Frontier Sequence-Space Methods for Heterogeneous-Agent Models
Households differ in terms of their consumption, income, wealth, location, or information sets; firms differ in terms of their prices, productivity, or balance sheet positions. A large body of research has shown that this type of heterogeneity matters for macroeconomic dynamics, yet models that take heterogeneity into account remain difficult to solve, limiting the speed of progress in the field. This research extends earlier work by the principal investigators in the theory and computation of heterogeneous-agent macroeconomic models, to deal with different types of heterogeneity, such as household location choice or heterogeneity among firms, and to enable new applications, such as portfolio choice and the calculation of optimal rules. The research team will continue the development of a codebase available for use by all researchers and decision makers, expanding its functionality and documentation. It will also continue teaching sequence-space methods at an annual workshop for graduate students, as well as developing related teaching material.

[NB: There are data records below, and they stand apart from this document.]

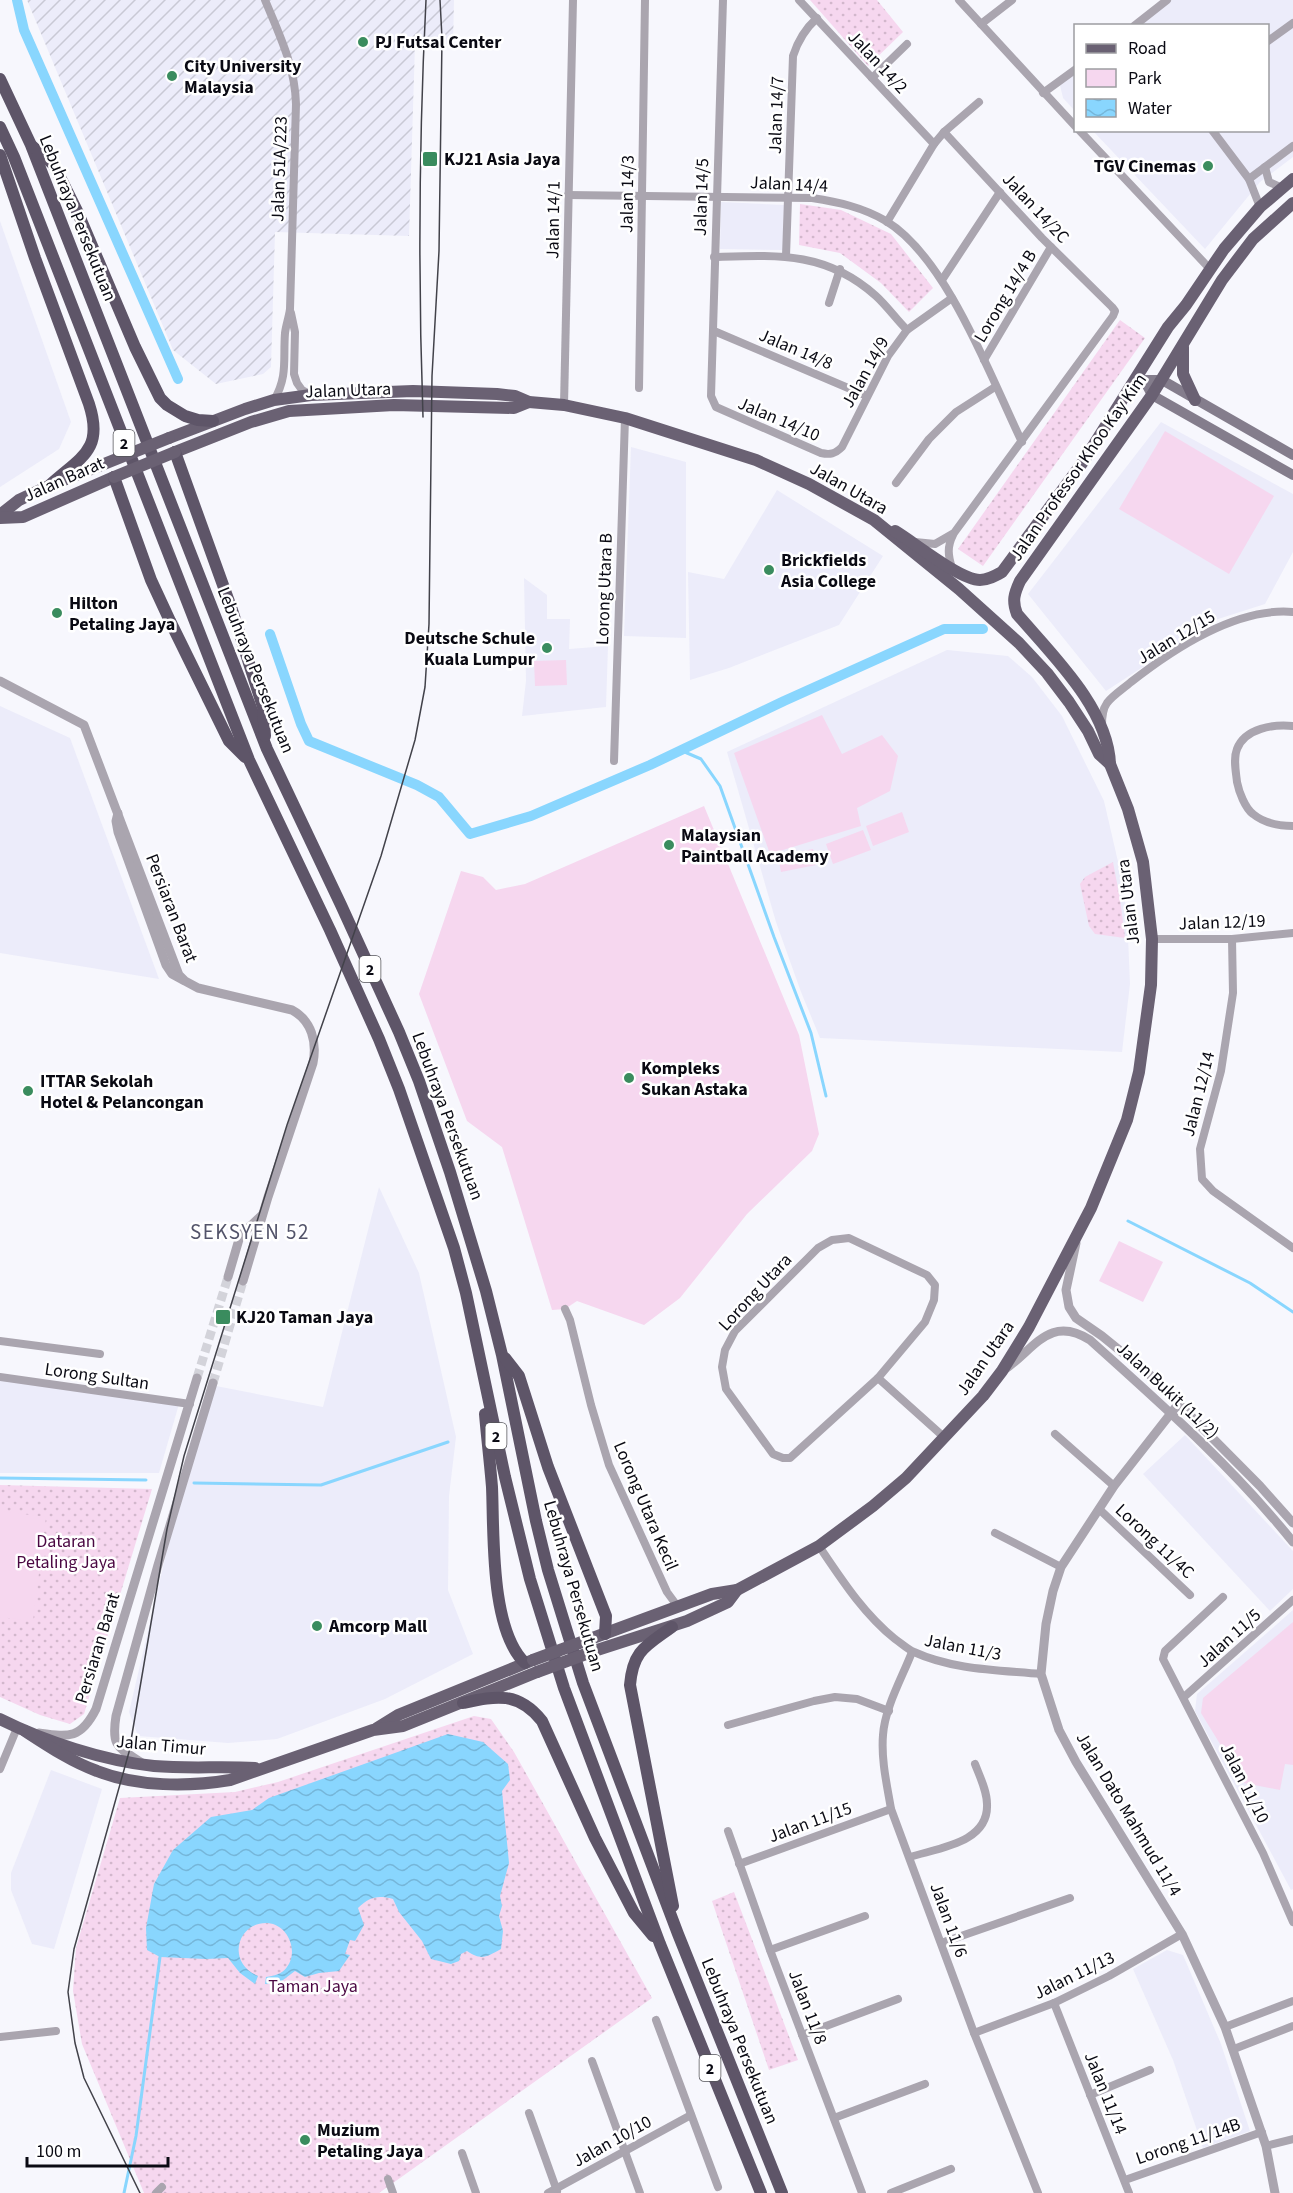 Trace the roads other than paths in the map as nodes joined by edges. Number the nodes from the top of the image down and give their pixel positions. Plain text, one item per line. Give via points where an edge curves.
1 (265, 0) edge
2 (573, 0) edge
3 (645, 0) edge
4 (723, 0) edge
5 (799, 0) edge
6 (959, 0) edge
7 (1012, 0) edge
8 (1167, 0) edge
9 (817, 18) junction
10 (1293, 23) edge
11 (981, 24) junction
12 (1137, 24) edge
13 (1269, 40) edge
14 (907, 44) dead end
15 (1074, 70) edge
16 (872, 78) junction
17 (0, 80) edge
18 (1043, 93) junction
19 (979, 102) dead end
20 (1074, 125) edge
21 (0, 127) edge
22 (944, 132) junction
23 (1081, 132) edge
24 (1214, 132) edge
25 (934, 144) junction
26 (31, 146) junction
27 (1293, 146) edge
28 (0, 155) edge
29 (1265, 167) junction
30 (1249, 179) junction
31 (1293, 179) edge
32 (1282, 188) junction
33 (1000, 192) junction
34 (642, 194) junction
35 (568, 195) junction
36 (716, 196) junction
37 (787, 198) junction
38 (1293, 203) edge
39 (1260, 207) junction
40 (888, 222) junction
41 (1051, 247) junction
42 (786, 256) junction
43 (714, 257) junction
44 (840, 269) junction
45 (1210, 269) junction
46 (942, 280) junction
47 (951, 298) junction
48 (829, 303) dead end
49 (1186, 305) junction
50 (290, 309) junction
51 (907, 330) junction
52 (714, 331) junction
53 (1184, 346) junction
54 (984, 360) junction
55 (1144, 380) junction
56 (1162, 380) junction
57 (995, 387) junction
58 (639, 388) dead end
59 (311, 395) junction
60 (1152, 395) junction
61 (711, 396) joint
62 (867, 396) junction
63 (274, 400) junction
64 (1195, 400) junction
65 (529, 402) junction
66 (564, 405) junction
67 (625, 418) junction
68 (213, 420) junction
69 (1022, 442) junction
70 (1271, 442) junction
71 (842, 447) joint
72 (175, 452) junction
73 (1293, 455) edge
74 (1262, 457) junction
75 (1083, 462) junction
76 (1293, 475) edge
77 (114, 477) junction
78 (896, 483) dead end
79 (49, 486) junction
80 (0, 516) edge
81 (874, 520) junction
82 (954, 533) junction
83 (914, 542) junction
84 (952, 568) junction
85 (1293, 612) edge
86 (0, 681) edge
87 (1102, 726) junction
88 (1293, 726) edge
89 (267, 749) junction
90 (249, 760) junction
91 (614, 761) dead end
92 (1110, 764) junction
93 (1293, 826) edge
94 (1293, 933) edge
95 (1152, 939) junction
96 (1232, 939) junction
97 (262, 1215) junction
98 (1079, 1232) junction
99 (1293, 1248) edge
100 (228, 1277) tunnel mouth
101 (243, 1281) tunnel mouth
102 (565, 1310) dead end
103 (0, 1341) edge
104 (100, 1354) dead end
105 (502, 1355) junction
106 (481, 1364) junction
107 (1002, 1371) junction
108 (0, 1377) edge
109 (197, 1378) tunnel mouth
110 (878, 1378) junction
111 (213, 1383) tunnel mouth
112 (1179, 1403) junction
113 (190, 1404) junction
114 (1171, 1413) junction
115 (1055, 1434) dead end
116 (945, 1438) junction
117 (1114, 1486) junction
118 (1099, 1509) junction
119 (1293, 1523) edge
120 (995, 1533) dead end
121 (1293, 1542) edge
122 (819, 1546) junction
123 (1061, 1567) junction
124 (737, 1590) junction
125 (1190, 1595) dead end
126 (1224, 1597) dead end
127 (1293, 1600) edge
128 (678, 1607) junction
129 (672, 1627) junction
130 (605, 1634) junction
131 (592, 1645) junction
132 (912, 1652) junction
133 (532, 1665) junction
134 (1041, 1674) junction
135 (1184, 1697) junction
136 (463, 1703) junction
137 (889, 1711) junction
138 (0, 1719) edge
139 (728, 1725) dead end
140 (21, 1729) junction
141 (373, 1730) junction
142 (144, 1764) junction
143 (975, 1764) dead end
144 (262, 1768) junction
145 (0, 1769) edge
146 (891, 1809) junction
147 (728, 1832) dead end
148 (910, 1857) junction
149 (740, 1864) junction
150 (1070, 1898) dead end
151 (1289, 1900) edge
152 (865, 1916) dead end
153 (1293, 1922) edge
154 (678, 1934) junction
155 (1182, 1934) junction
156 (941, 1943) junction
157 (660, 1944) junction
158 (770, 1950) junction
159 (898, 1999) dead end
160 (1293, 2001) edge
161 (1054, 2003) junction
162 (656, 2020) dead end
163 (1293, 2026) edge
164 (1225, 2027) junction
165 (56, 2031) dead end
166 (974, 2033) junction
167 (802, 2036) junction
168 (0, 2037) edge
169 (1234, 2049) junction
170 (592, 2061) dead end
171 (1150, 2070) dead end
172 (925, 2084) dead end
173 (1090, 2095) junction
174 (529, 2113) dead end
175 (691, 2115) junction
176 (834, 2118) junction
177 (1262, 2132) junction
178 (1293, 2139) edge
179 (1266, 2146) junction
180 (624, 2151) junction
181 (462, 2153) dead end
182 (951, 2169) dead end
183 (388, 2178) dead end
184 (1125, 2180) junction
185 (718, 2187) dead end
186 (557, 2191) edge
187 (393, 2193) edge
188 (476, 2193) edge
189 (548, 2193) edge
190 (640, 2193) edge
191 (761, 2193) edge
192 (782, 2193) edge
193 (862, 2193) edge
194 (891, 2193) edge
195 (1038, 2193) edge
196 (1130, 2193) edge
197 (1275, 2193) edge

1 - 50 street, Jalan 51A/223 via 290,62 296,89
2 - 35 street, Jalan 14/1
3 - 34 street, Jalan 14/3
4 - 36 street, Jalan 14/5
5 - 9 street, Jalan 14/2
6 - 11 street
7 - 11 street
8 - 12 street
9 - 16 street, Jalan 14/2
9 - 37 street, Jalan 14/7 via 805,29 793,56
10 - 13 street
11 - 18 street
14 - 16 street
15 - 18 street
16 - 25 street, Jalan 14/2
17 - 26 highway, Lebuhraya Persekutuan / 2
18 - 20 street
19 - 22 street
21 - 90 highway, Lebuhraya Persekutuan / 2
22 - 25 street
22 - 33 street, Jalan 14/2C
23 - 45 street
24 - 30 street
25 - 40 street
26 - 68 highway via 54,165 160,398 185,416
26 - 89 highway, Lebuhraya Persekutuan / 2
27 - 29 street
28 - 79 highway via 95,428 89,450
29 - 30 street
29 - 32 street via 1269,182
30 - 39 street
31 - 32 main road, Jalan Professor Khoo Kay Kim
32 - 39 main road, Jalan Professor Khoo Kay Kim
33 - 41 street, Jalan 14/2C
33 - 46 street
34 - 35 street, Jalan 14/4
34 - 36 street, Jalan 14/4
34 - 58 street, Jalan 14/3
35 - 66 street, Jalan 14/1
36 - 37 street, Jalan 14/4
36 - 43 street, Jalan 14/5
37 - 40 street, Jalan 14/4 via 842,202
37 - 42 street, Jalan 14/7
38 - 53 main road, Jalan Professor Khoo Kay Kim via 1252,238 1222,280
39 - 45 main road, Jalan Professor Khoo Kay Kim
40 - 46 street, Jalan 14/4 via 915,246
41 - 54 street, Lorong 14/4 B
41 - 69 street, Jalan 14/2C via 1114,309 1113,316
42 - 43 street
42 - 44 street
43 - 52 street, Jalan 14/5
44 - 48 street
44 - 51 street via 876,296
45 - 49 main road, Jalan Professor Khoo Kay Kim
46 - 47 street, Jalan 14/4
47 - 51 street, Jalan 14/9
47 - 54 street, Jalan 14/4
49 - 55 main road
49 - 75 main road, Jalan Professor Khoo Kay Kim
50 - 59 street, Jalan 51A/223 via 295,332 294,374 302,390
50 - 63 street, Jalan 51A/223 via 282,387
51 - 62 street, Jalan 14/9
52 - 61 street, Jalan 14/5
52 - 62 street, Jalan 14/8
53 - 56 main road, Jalan Professor Khoo Kay Kim
53 - 64 main road via 1183,374
54 - 57 street, Jalan 14/4
55 - 56 main road
55 - 60 main road
55 - 75 main road via 1102,443
56 - 60 main road, Jalan Professor Khoo Kay Kim
56 - 64 main road
57 - 69 street, Jalan 14/4
57 - 78 street via 956,412 929,439
59 - 63 main road, Jalan Utara
59 - 65 main road, Jalan Utara via 413,391 496,394
60 - 74 main road
60 - 87 main road, Jalan Professor Khoo Kay Kim via 1020,581 1013,603 1017,614 1070,675
61 - 71 street, Jalan 14/10 via 720,410 821,453 836,453
62 - 71 street, Jalan 14/9
63 - 68 main road, Jalan Utara
64 - 70 main road
65 - 66 main road, Jalan Utara
65 - 72 main road, Jalan Utara via 514,408 394,405 289,411
66 - 67 main road, Jalan Utara
67 - 81 main road, Jalan Utara via 777,468
67 - 91 street, Lorong Utara B
68 - 79 main road, Jalan Barat, bridge
69 - 82 street
70 - 73 main road
70 - 74 main road via 1263,448
72 - 77 main road, Jalan Barat, bridge
72 - 89 highway via 263,707
74 - 76 main road
75 - 84 main road, Jalan Professor Khoo Kay Kim via 1002,572 981,580
77 - 80 main road, Jalan Barat via 23,517
77 - 90 highway via 170,621 229,741
79 - 80 main road, Jalan Barat
81 - 83 main road, Jalan Professor Khoo Kay Kim
81 - 92 main road, Jalan Utara via 1019,643 1059,687 1099,754
82 - 83 street via 935,544
82 - 84 street via 948,543
83 - 84 main road, Jalan Professor Khoo Kay Kim
85 - 87 street, Jalan 12/15 via 1252,616 1226,624 1174,652 1112,697 1106,705
86 - 97 street, Persiaran Barat via 84,725 179,975 198,988 292,1010 306,1021 313,1036 313,1063
87 - 92 main road, Jalan Professor Khoo Kay Kim via 1110,749
88 - 93 street via 1278,724 1250,734 1237,748 1235,763 1238,788 1248,808 1269,823
89 - 105 highway, Lebuhraya Persekutuan / 2 via 419,1081 469,1230
90 - 106 highway, Lebuhraya Persekutuan / 2 via 380,1039 454,1248
92 - 95 main road, Jalan Utara via 1143,862
94 - 96 street, Jalan 12/19
95 - 96 street, Jalan 12/19
95 - 98 main road, Jalan Utara via 1151,985 1139,1072 1127,1120
96 - 99 street, Jalan 12/14 via 1233,993 1221,1071 1200,1149 1202,1179
97 - 100 street, Persiaran Barat via 240,1236
97 - 101 street, Persiaran Barat
98 - 107 main road, Jalan Utara
98 - 112 street, Jalan Bukit (11/2) via 1066,1290 1069,1307 1076,1318 1127,1356
102 - 128 street, Lorong Utara Kecil via 609,1465 667,1592
103 - 104 street, Lorong Sultan
105 - 130 highway via 519,1376 548,1467 606,1616
105 - 154 highway, Lebuhraya Persekutuan / 2 via 548,1570 583,1683
106 - 133 highway via 500,1606 511,1644 517,1655
106 - 157 highway, Lebuhraya Persekutuan / 2 via 530,1579 560,1677
107 - 114 street, Jalan Bukit (11/2) via 1036,1341 1059,1332 1077,1332
107 - 116 main road, Jalan Utara
108 - 113 street, Lorong Sultan
109 - 113 street, Persiaran Barat
110 - 110 street, Lorong Utara via 787,1459 773,1454 726,1389 722,1367 735,1331 789,1276 818,1248 832,1240 849,1238 927,1275 935,1285 925,1322
110 - 116 street
111 - 142 street, Persiaran Barat via 115,1725 117,1744
112 - 114 street, Jalan Dato Mahmud 11/4
112 - 119 street, Jalan Bukit (11/2)
113 - 140 street, Persiaran Barat via 92,1718 81,1731 67,1736
114 - 117 street, Jalan Dato Mahmud 11/4
114 - 121 street, Jalan Bukit (11/2) via 1250,1492
115 - 117 street
116 - 122 main road, Jalan Utara via 906,1478
117 - 118 street, Jalan Dato Mahmud 11/4
118 - 123 street, Jalan Dato Mahmud 11/4
118 - 125 street, Lorong 11/4C
120 - 123 street
122 - 124 main road, Jalan Utara
122 - 132 street, Jalan 11/3 via 861,1607
123 - 134 street, Jalan Dato Mahmud 11/4 via 1046,1624
124 - 128 main road, Jalan Utara via 712,1594
124 - 129 main road, Jalan Utara via 728,1602
126 - 135 street, Jalan 11/10 via 1165,1651 1163,1660
127 - 135 street, Jalan 11/5
128 - 130 main road, Jalan Utara
129 - 131 main road, Jalan Utara
129 - 154 highway via 637,1655 630,1685
130 - 131 main road, Jalan Utara
131 - 133 main road, Jalan Timur, bridge
132 - 134 street, Jalan 11/3 via 944,1662
132 - 137 street, Jalan 11/6
133 - 136 main road, Jalan Timur
133 - 141 main road, Jalan Timur via 398,1715
134 - 155 street, Jalan Dato Mahmud 11/4 via 1059,1730 1076,1762
135 - 151 street, Jalan 11/10
136 - 141 main road, Jalan Timur via 403,1726
136 - 157 highway via 501,1697 521,1702 534,1711 634,1913
137 - 139 street via 857,1699 835,1697
137 - 146 street, Jalan 11/6 via 883,1735
138 - 140 main road, Jalan Timur
140 - 142 main road, Jalan Timur via 103,1757
140 - 144 main road, Jalan Timur via 99,1772 129,1779 208,1783
140 - 145 street
141 - 144 main road, Jalan Timur
142 - 144 main road, Jalan Timur
143 - 148 street via 987,1805 985,1821 978,1832
146 - 148 street, Jalan 11/6
146 - 149 street, Jalan 11/15
147 - 149 street, Jalan 11/8
148 - 156 street, Jalan 11/6
149 - 158 street, Jalan 11/8
150 - 156 street
151 - 153 street, Jalan 11/10
152 - 158 street
154 - 192 highway, Lebuhraya Persekutuan / 2
155 - 161 street, Jalan 11/13
155 - 164 street, Jalan Dato Mahmud 11/4
156 - 166 street, Jalan 11/6
157 - 191 highway, Lebuhraya Persekutuan / 2
158 - 167 street, Jalan 11/8
159 - 167 street
160 - 164 street
161 - 166 street, Jalan 11/13
161 - 173 street, Jalan 11/14
162 - 175 street
163 - 169 street
164 - 169 street, Jalan Dato Mahmud 11/4
165 - 168 street
166 - 195 street, Jalan 11/6
167 - 176 street, Jalan 11/8
169 - 177 street, Jalan Dato Mahmud 11/4
170 - 180 street
171 - 173 street
172 - 176 street
173 - 184 street, Jalan 11/14
174 - 186 street
175 - 180 street, Jalan 10/10
175 - 185 street
176 - 193 street, Jalan 11/8
177 - 179 street, Jalan Dato Mahmud 11/4
177 - 184 street, Lorong 11/14B
178 - 179 street
179 - 197 street, Jalan Dato Mahmud 11/4
180 - 186 street, Jalan 10/10
180 - 190 street
181 - 188 street
182 - 194 street
183 - 187 street
184 - 196 street, Jalan 11/14
186 - 189 street, Jalan 10/10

This research provides innovations that significantly expand the set of models that can be solved in the sequence space and the economic questions that can be tackled with this approach. First, it provides a method for solving for the first-order solution of models which have many endogenous variables to solve for?such as models with a large number of locations with heterogeneous agents in each location?by leveraging the structure of sequence-space Jacobians to provide a rapid iterative method to obtain the solution. Second, it provides a method for solving for the portfolios of agents, who can choose to invest in multiple assets based on risk-return considerations, jointly with equilibrium macroeconomic dynamics. Third, it provides a method for solving for the steady state of Ramsey optimal plans when the underlying economy features heterogeneous agents that face idiosyncratic risk. Finally, it provides a method for solving for the general second-order solution in the sequence space, unlocking applications such as the calculation of generalized impulse responses featuring state and sign dependence as well as the effect of aggregate risk on average outcomes. For each of these new methods, the researchers will release accessible and documented code as well as teaching material, facilitating adoption and progress in the field.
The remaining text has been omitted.